Reflection amplification is a technique that allows cyber attackers to both magnify the amount of malicious traffic they can generate, and obfuscate the sources of that attack traffic. For the past five years, this combination has been irresistible to attackers, and for good reason.

This simple capability, of turning small requests into larger, ‘amplified’ responses, changed the Distributed Denial of Service (DDoS) attack landscape dramatically. In fact, NETSCOUT Arbor has called this the Hockey Stick Era of DDoS, where we saw a massive spike in DDoS attack size due to the increasing use of reflection/amplification techniques. I was asking How likely is a DDoS Armageddon attack? I wondered whether a terabit attack was possible, and what the potential for collateral damage was.

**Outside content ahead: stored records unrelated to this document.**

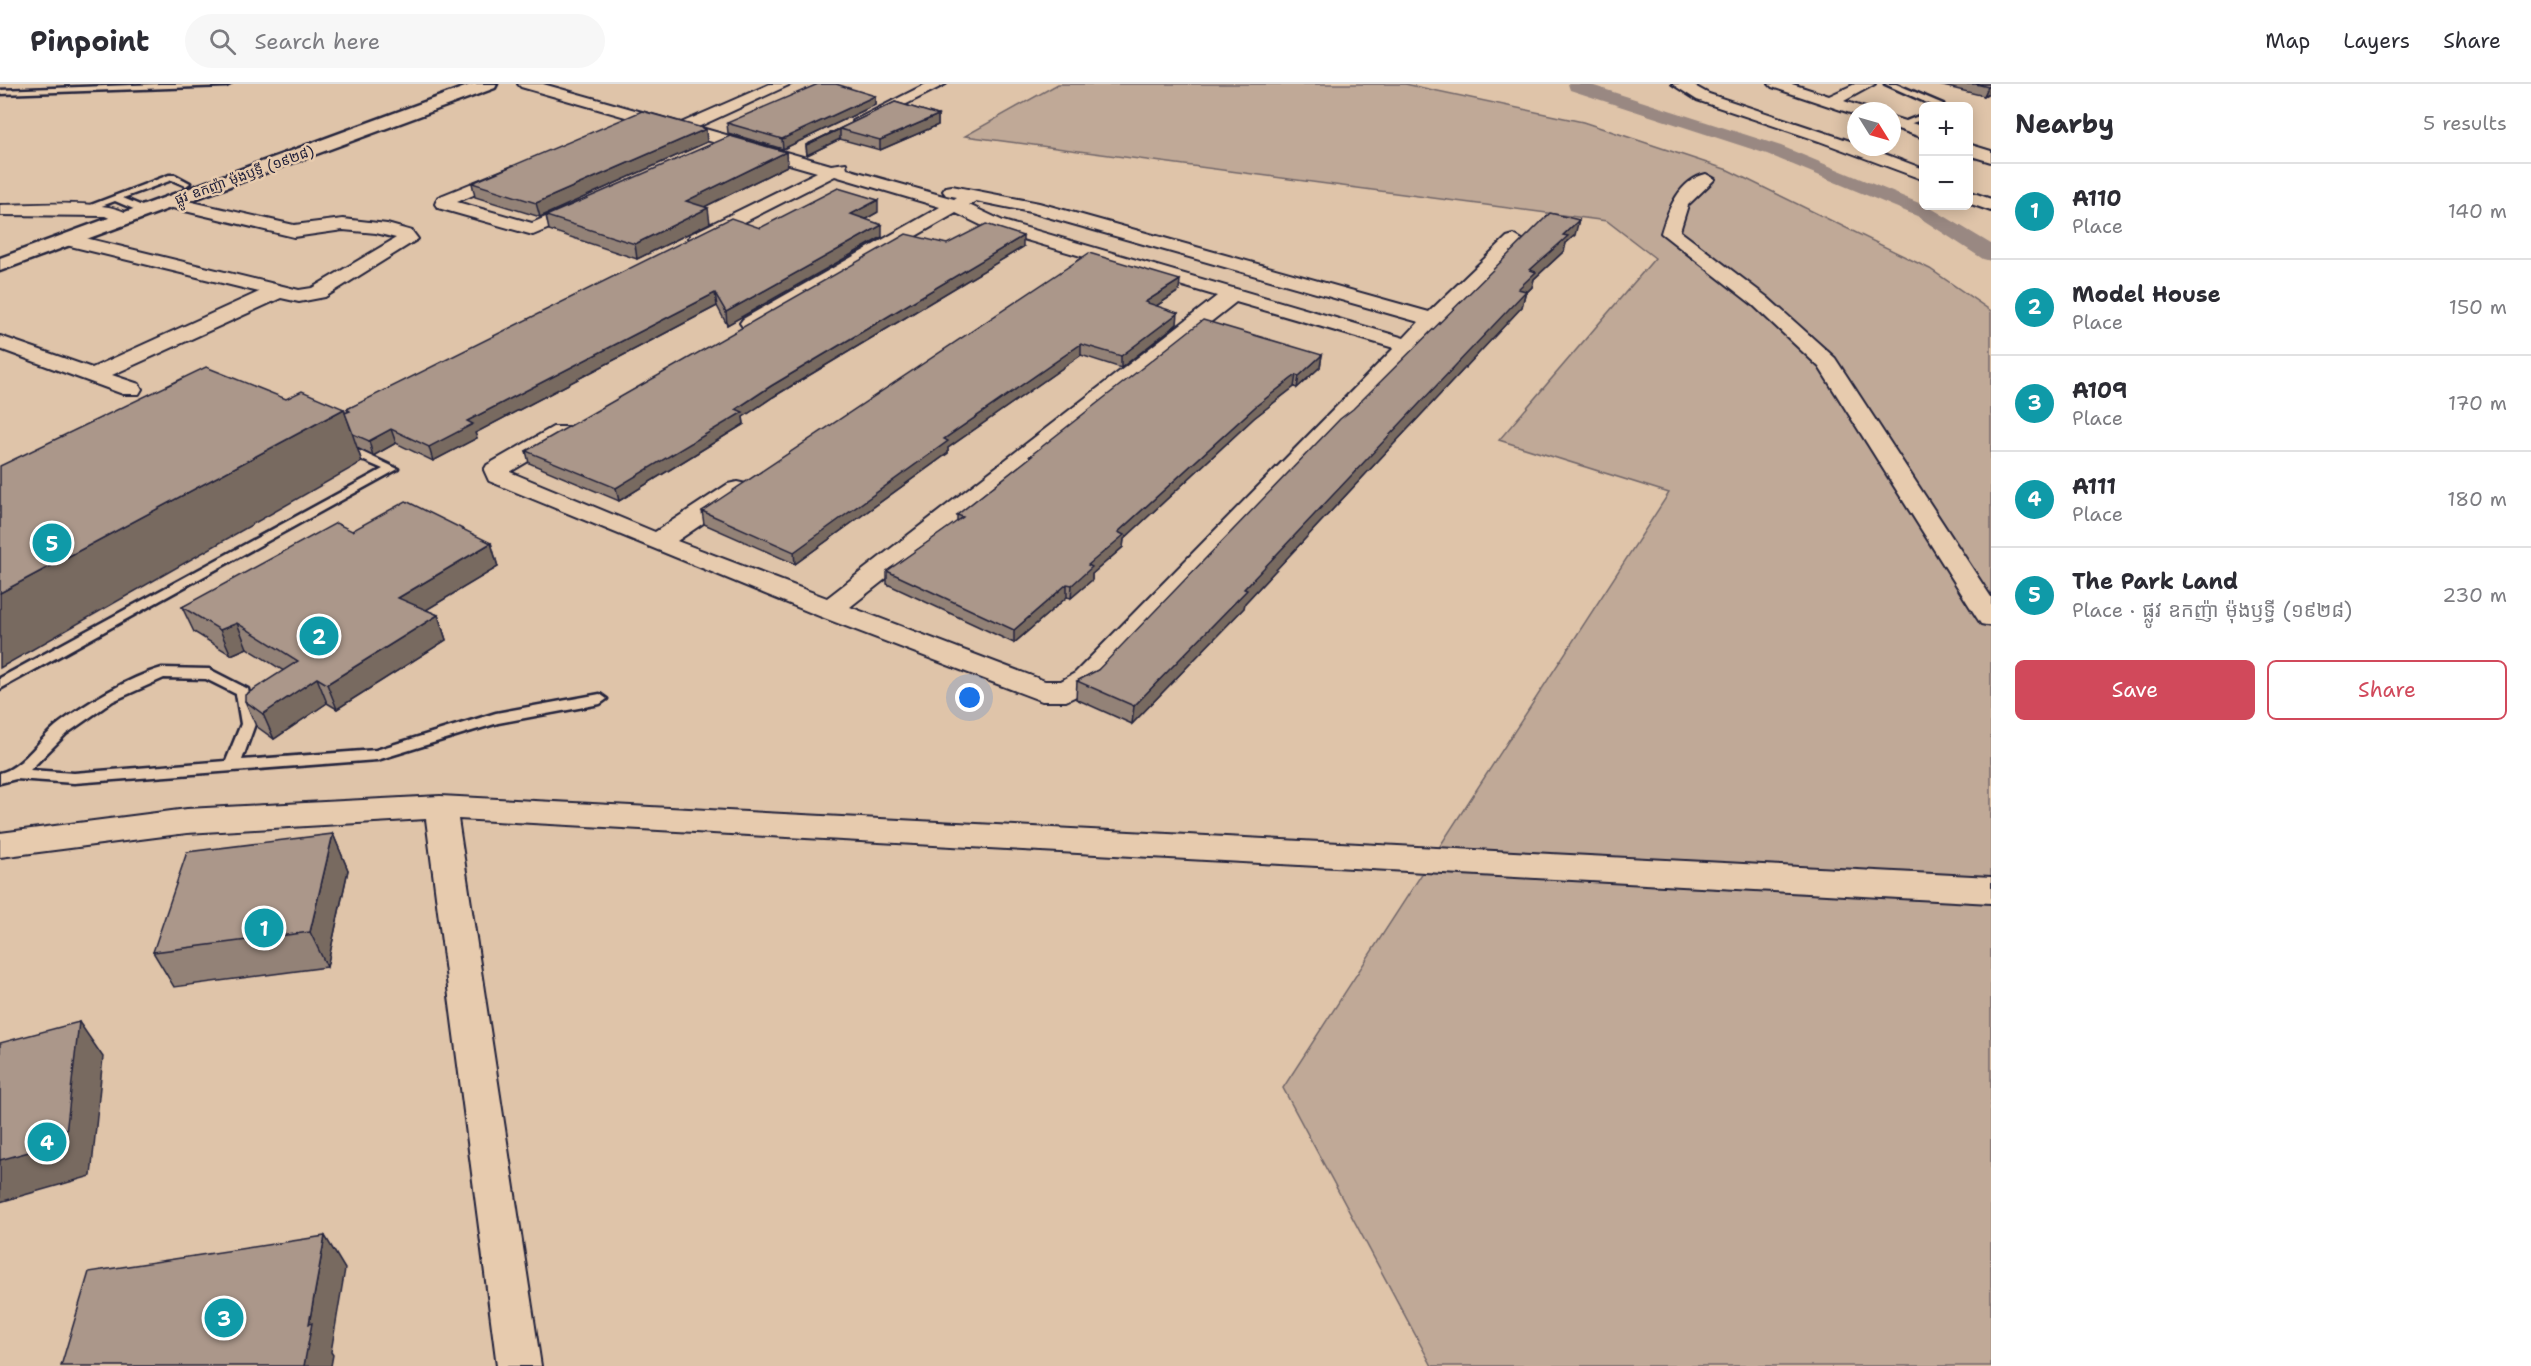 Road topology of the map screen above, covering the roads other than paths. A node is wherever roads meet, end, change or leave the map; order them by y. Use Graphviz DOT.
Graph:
graph roads {
  1 [pos="226,84"];
  2 [pos="458,84"];
  3 [pos="489,84"];
  4 [pos="526,84"];
  5 [pos="562,84"];
  6 [pos="783,84"];
  7 [pos="938,84"];
  8 [pos="1680,84"];
  9 [pos="1867,84"];
  10 [pos="1888,84"];
  11 [pos="1781,85"];
  12 [pos="0,92"];
  13 [pos="1831,101"];
  14 [pos="1935,102"];
  15 [pos="1847,107"];
  16 [pos="642,117"];
  17 [pos="1919,117"];
  18 [pos="698,121"];
  19 [pos="1901,123"];
  20 [pos="620,126"];
  21 [pos="1901,126"];
  22 [pos="681,128"];
  23 [pos="843,130"];
  24 [pos="1919,132"];
  25 [pos="1991,141"];
  26 [pos="729,142"];
  27 [pos="807,147"];
  28 [pos="709,151"];
  29 [pos="1978,152"];
  30 [pos="785,157"];
  31 [pos="532,164"];
  32 [pos="840,166"];
  33 [pos="1919,173"];
  34 [pos="1706,179"];
  35 [pos="605,198"];
  36 [pos="1973,198"];
  37 [pos="963,201"];
  38 [pos="170,202"];
  39 [pos="1991,206"];
  40 [pos="125,209"];
  41 [pos="0,210"];
  42 [pos="69,240"];
  43 [pos="1514,242"];
  44 [pos="685,245"];
  45 [pos="0,251"];
  46 [pos="1090,252"];
  47 [pos="0,265"];
  48 [pos="1071,266"];
  49 [pos="279,291"];
  50 [pos="1233,294"];
  51 [pos="1433,320"];
  52 [pos="729,335"];
  53 [pos="0,342"];
  54 [pos="1409,346"];
  55 [pos="94,375"];
  56 [pos="131,389"];
  57 [pos="576,424"];
  58 [pos="326,440"];
  59 [pos="755,476"];
  60 [pos="657,542"];
  61 [pos="829,610"];
  62 [pos="1991,618"];
  63 [pos="0,684"];
  64 [pos="600,699"];
  65 [pos="233,764"];
  66 [pos="16,774"];
  67 [pos="0,778"];
  68 [pos="440,807"];
  69 [pos="0,845"];
  70 [pos="1991,890"];
  71 [pos="519,1366"];
  1 -- 12 [label="lane"];
  2 -- 40 [label="main road, ផ្លូវ ឧកញ៉ា ម៉ុងឫទ្ធី (១៩២៨)"];
  3 -- 38 [label="main road, ផ្លូវ ឧកញ៉ា ម៉ុងឫទ្ធី (១៩២៨)"];
  4 -- 16 [label="street"];
  5 -- 18 [label="street"];
  6 -- 18 [label="street"];
  7 -- 23 [label="street"];
  8 -- 33 [label="street"];
  9 -- 13 [label="street"];
  10 -- 14 [label="lane"];
  11 -- 13 [label="street"];
  13 -- 15 [label="street"];
  16 -- 20 [label="street"];
  16 -- 22 [label="street"];
  17 -- 19 [label="lane"];
  18 -- 22 [label="street"];
  18 -- 27 [label="street"];
  21 -- 24 [label="street"];
  22 -- 26 [label="street"];
  25 -- 29 [label="street"];
  26 -- 28 [label="street"];
  26 -- 30 [label="street"];
  27 -- 30 [label="street"];
  27 -- 32 [label="street"];
  30 -- 32 [label="street"];
  31 -- 35 [label="street"];
  32 -- 37 [label="street"];
  32 -- 44 [label="street"];
  34 -- 62 [label="street"];
  36 -- 39 [label="street"];
  37 -- 46 [label="street"];
  37 -- 51 [label="street"];
  37 -- 52 [label="street"];
  38 -- 40 [label="main road, ផ្លូវ ឧកញ៉ា ម៉ុងឫទ្ធី (១៩២៨)"];
  38 -- 49 [label="street"];
  40 -- 41 [label="street"];
  40 -- 42 [label="main road, ផ្លូវ ឧកញ៉ា ម៉ុងឫទ្ធី (១៩២៨)"];
  40 -- 45 [label="main road, ផ្លូវ ឧកញ៉ា ម៉ុងឫទ្ធី (១៩២៨)"];
  42 -- 47 [label="main road, ផ្លូវ ឧកញ៉ា ម៉ុងឫទ្ធី (១៩២៨)"];
  42 -- 49 [label="street"];
  43 -- 51 [label="street"];
  46 -- 48 [label="street"];
  46 -- 50 [label="street"];
  49 -- 55 [label="street"];
  50 -- 54 [label="street"];
  50 -- 61 [label="street"];
  51 -- 54 [label="street"];
  53 -- 55 [label="street"];
  54 -- 61 [label="street"];
  55 -- 56 [label="street"];
  57 -- 60 [label="street"];
  58 -- 63 [label="lane"];
  59 -- 60 [label="street"];
  60 -- 61 [label="street"];
  64 -- 65 [label="lane"];
  65 -- 66 [label="lane"];
  65 -- 66 [label="lane"];
  66 -- 67 [label="lane"];
  68 -- 69 [label="street"];
  68 -- 70 [label="street"];
  68 -- 71 [label="street"];
}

Now, thanks to a disclosure from Akamai, we know the answer. Yes, we can, and did, have a terabit attack. Looking at the chart below, this was inevitable given the firepower in the hands of today’s sophisticated attackers. Between reflection amplification and the emergence of IOT botnets, this milestone was destined to happen.

Here’s a look back at how we got here, on the backs of attacker ingenuity and powerful reflection amplification attack capabilities.

Peak DDoS attack sizes recorded by Arbor Networks

2013-2014: The Time is Now

Network Time Protocol (NTP) is designed to synchronize the clock on your laptop, smartphone, tablet, and network infrastructure devices. NTP has been implemented in all major operating systems, network infrastructure, and embedded devices. There are over a hundred thousand NTP servers with administrative functions ill-advisably open to the general internet and vulnerable. In other words, compromising NTP represented a gold mine for attackers looking to amplify the size of their DDoS attack capabilities.

The skilled attackers who pioneer new attack vectors often look to automate and monetize their new capabilities. Sure enough, in 2013, malware exploiting NTP was weaponized. Attack tools and booter/stresser attack services using the NTP protocol became widely available, making high volume NTP reflection/amplification DDoS attacks within reach of anyone with a grievance and an internet connection. At this time, NTP replaced DNS as the prominent reflection/amplification vector because of its amplification potential making even larger attacks a possibility.

NTP traffic from December 2013 through March 2014

Data from our ATLAS global threat intelligence system showed an unprecedented spike in volumetric attacks, driven by the proliferation of NTP reflection/amplification attacks.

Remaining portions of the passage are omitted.